=== Dataset extract ===

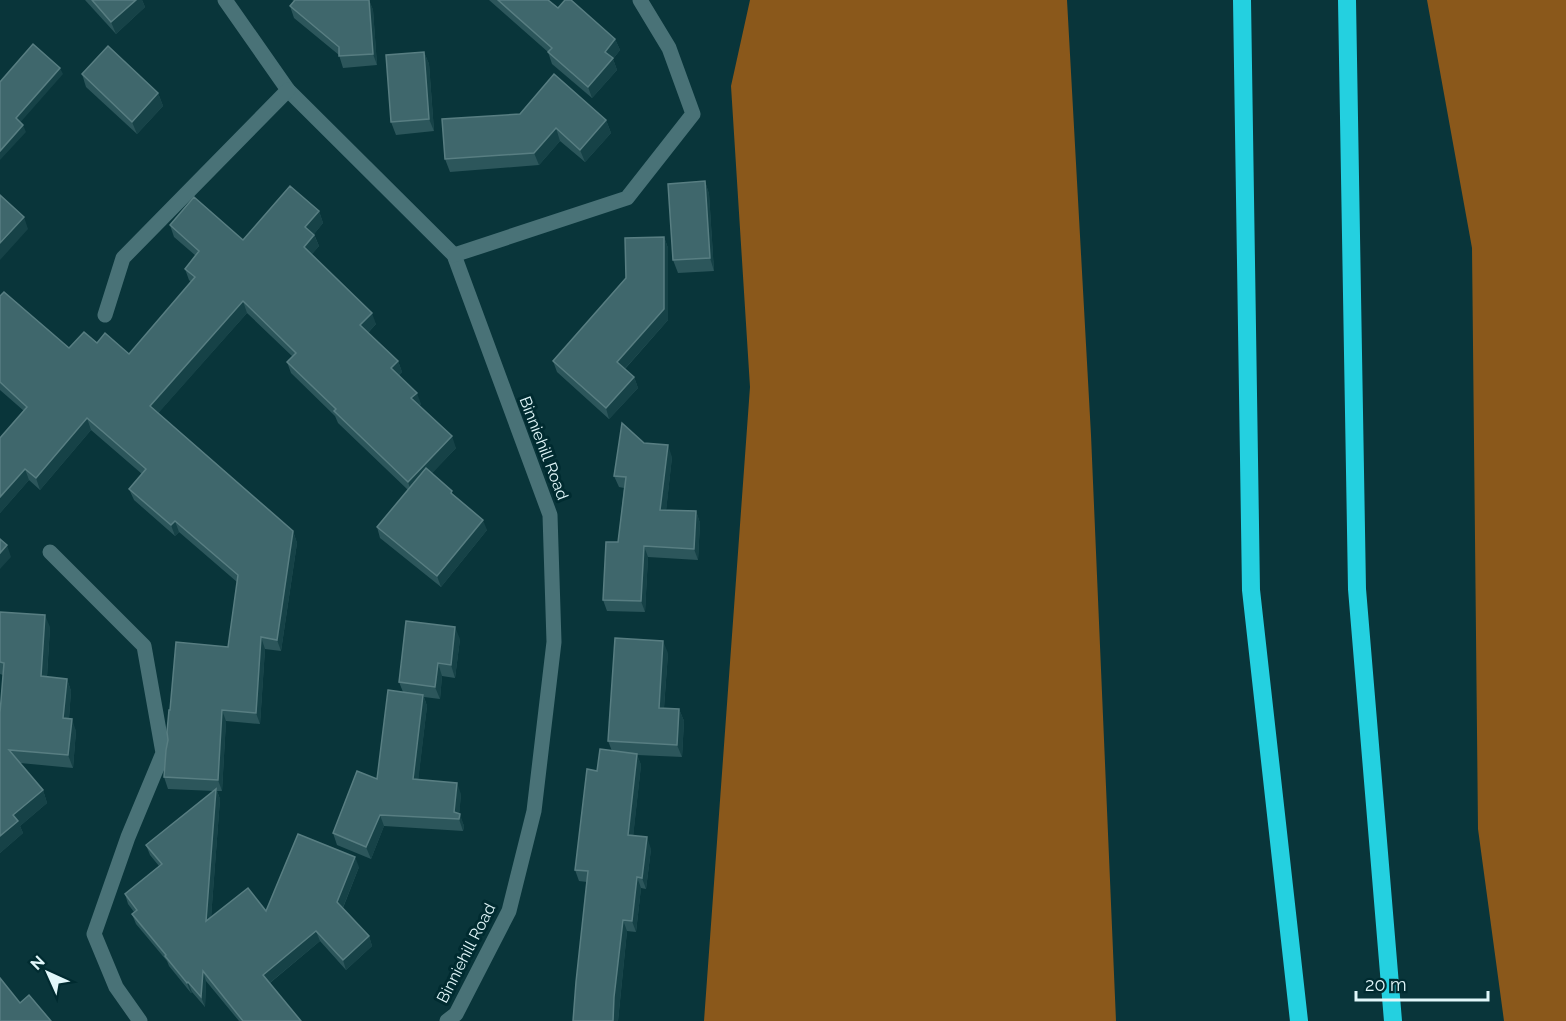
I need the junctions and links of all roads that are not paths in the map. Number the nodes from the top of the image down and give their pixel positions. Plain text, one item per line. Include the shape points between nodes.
1 (225, 0) edge
2 (640, 0) edge
3 (1242, 0) edge
4 (1347, 0) edge
5 (288, 90) junction
6 (454, 255) junction
7 (105, 315) dead end
8 (50, 552) dead end
9 (140, 1021) edge
10 (447, 1021) edge
11 (1299, 1021) edge
12 (1393, 1021) edge

1 - 5 street, Binniehill Road
2 - 6 street via 669,48 693,114 627,198
3 - 11 highway via 1251,590
4 - 12 highway via 1357,589
5 - 6 street, Binniehill Road
5 - 7 street via 123,258
6 - 10 street, Binniehill Road via 550,514 554,642 534,811 509,911 456,1014
8 - 9 street via 144,646 163,753 94,934 116,987

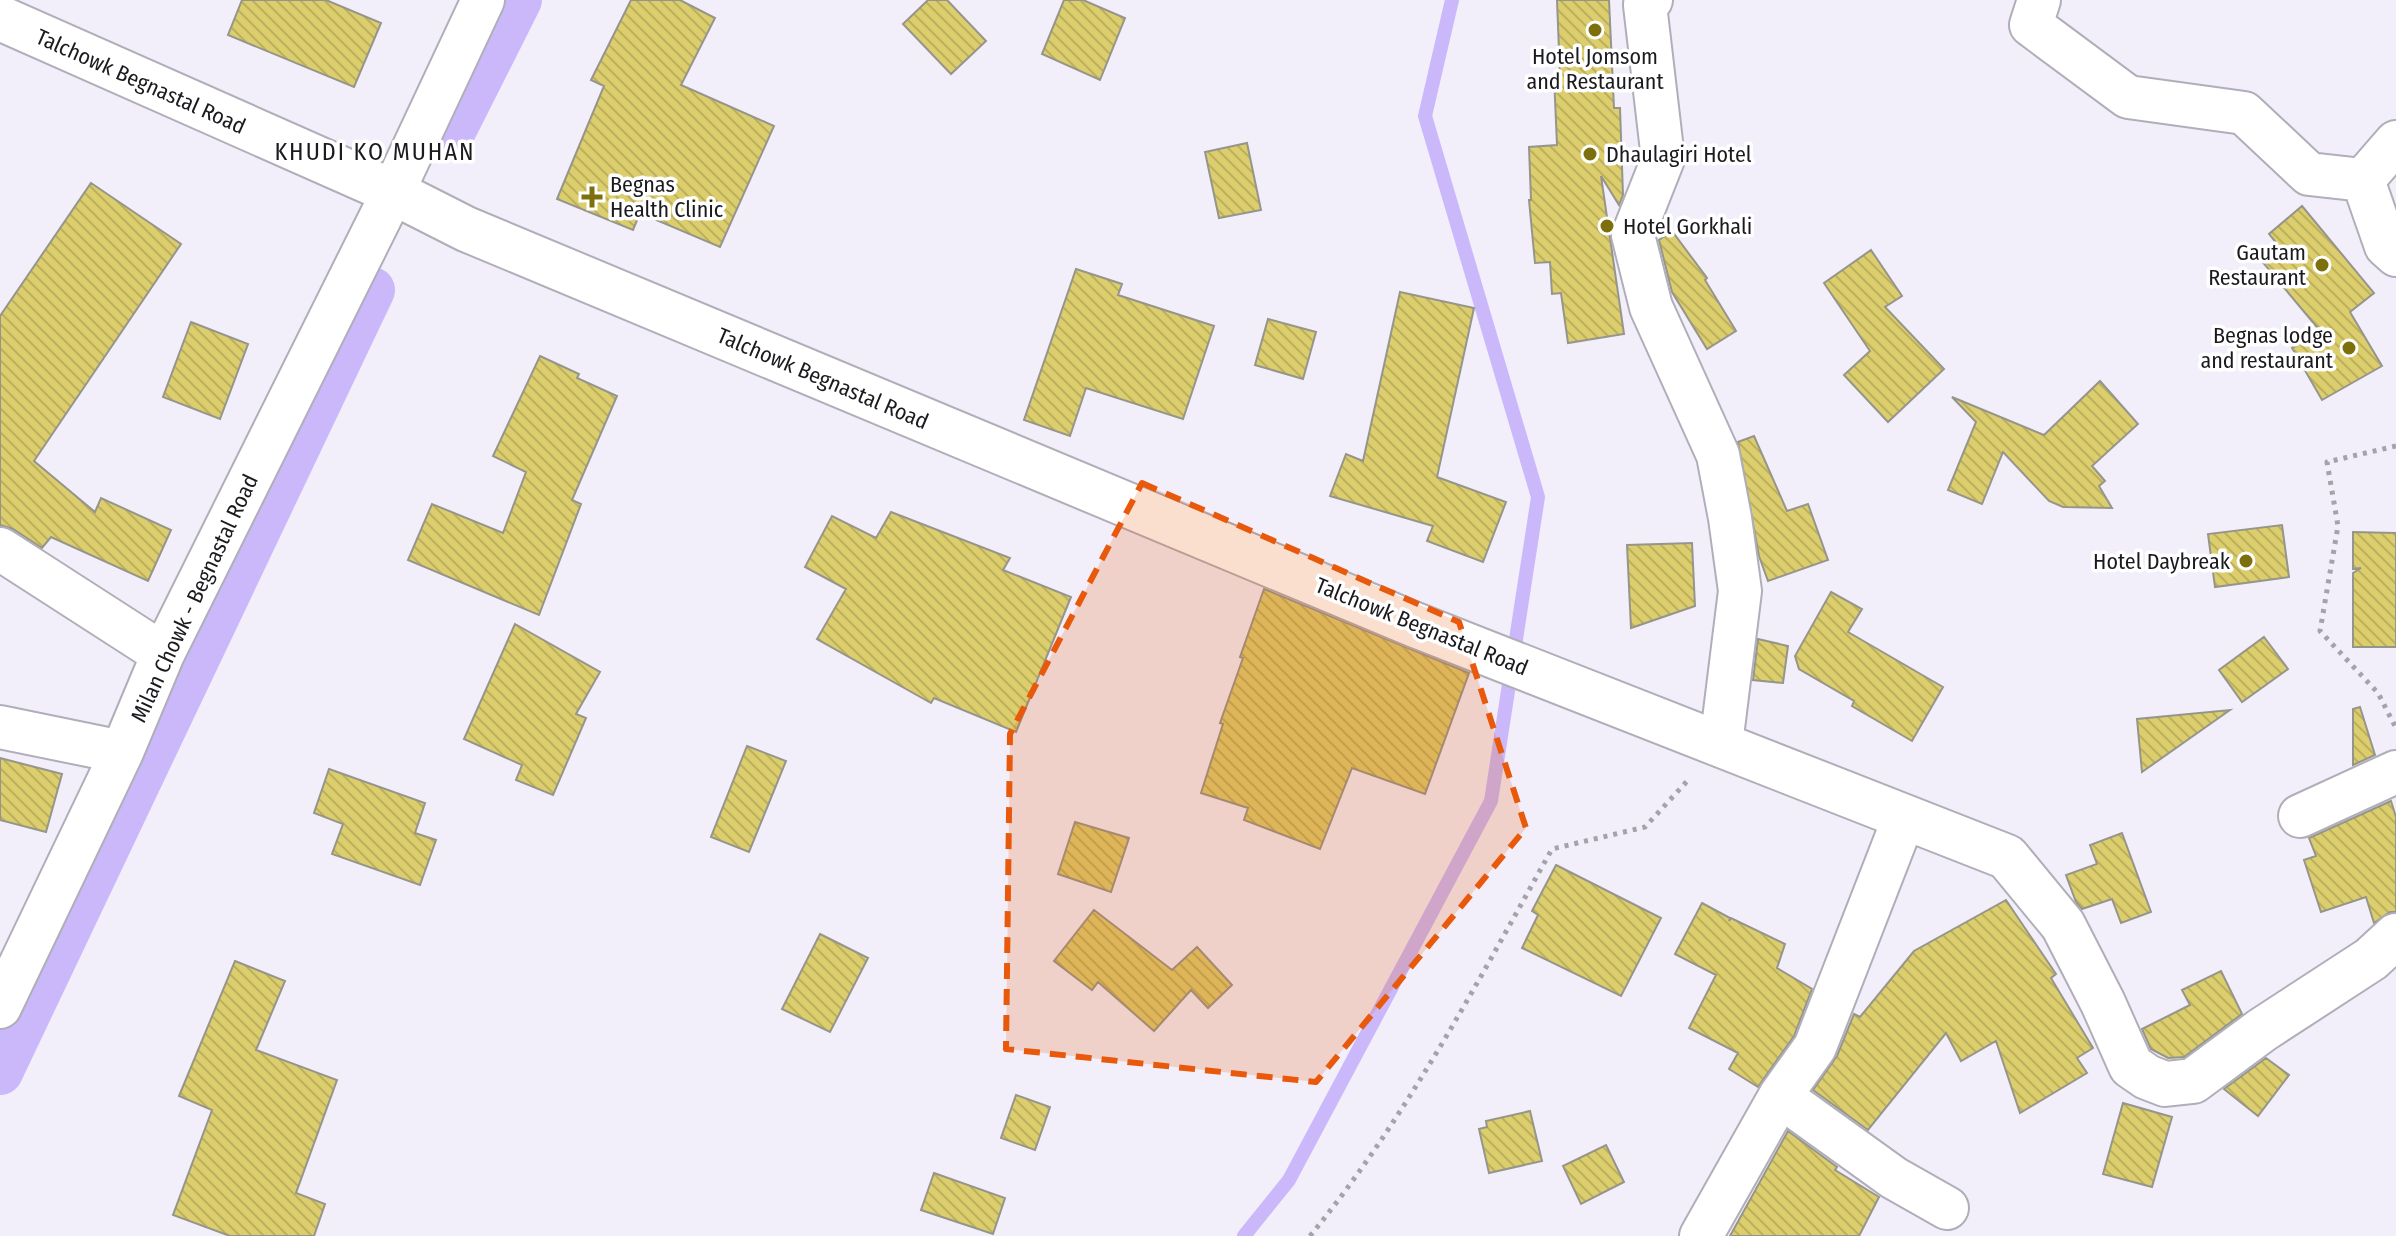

===

- _Task goal_:
In the answer, the entries should be restated verbatim, with all pictures omitted.

- _Task response_:
I need the junctions and links of all roads that are not paths in the map. Number the nodes from the top of the image down and give their pixel positions. Plain text, one item per line. Include the shape points between nodes.
1 (225, 0) edge
2 (640, 0) edge
3 (1242, 0) edge
4 (1347, 0) edge
5 (288, 90) junction
6 (454, 255) junction
7 (105, 315) dead end
8 (50, 552) dead end
9 (140, 1021) edge
10 (447, 1021) edge
11 (1299, 1021) edge
12 (1393, 1021) edge

1 - 5 street, Binniehill Road
2 - 6 street via 669,48 693,114 627,198
3 - 11 highway via 1251,590
4 - 12 highway via 1357,589
5 - 6 street, Binniehill Road
5 - 7 street via 123,258
6 - 10 street, Binniehill Road via 550,514 554,642 534,811 509,911 456,1014
8 - 9 street via 144,646 163,753 94,934 116,987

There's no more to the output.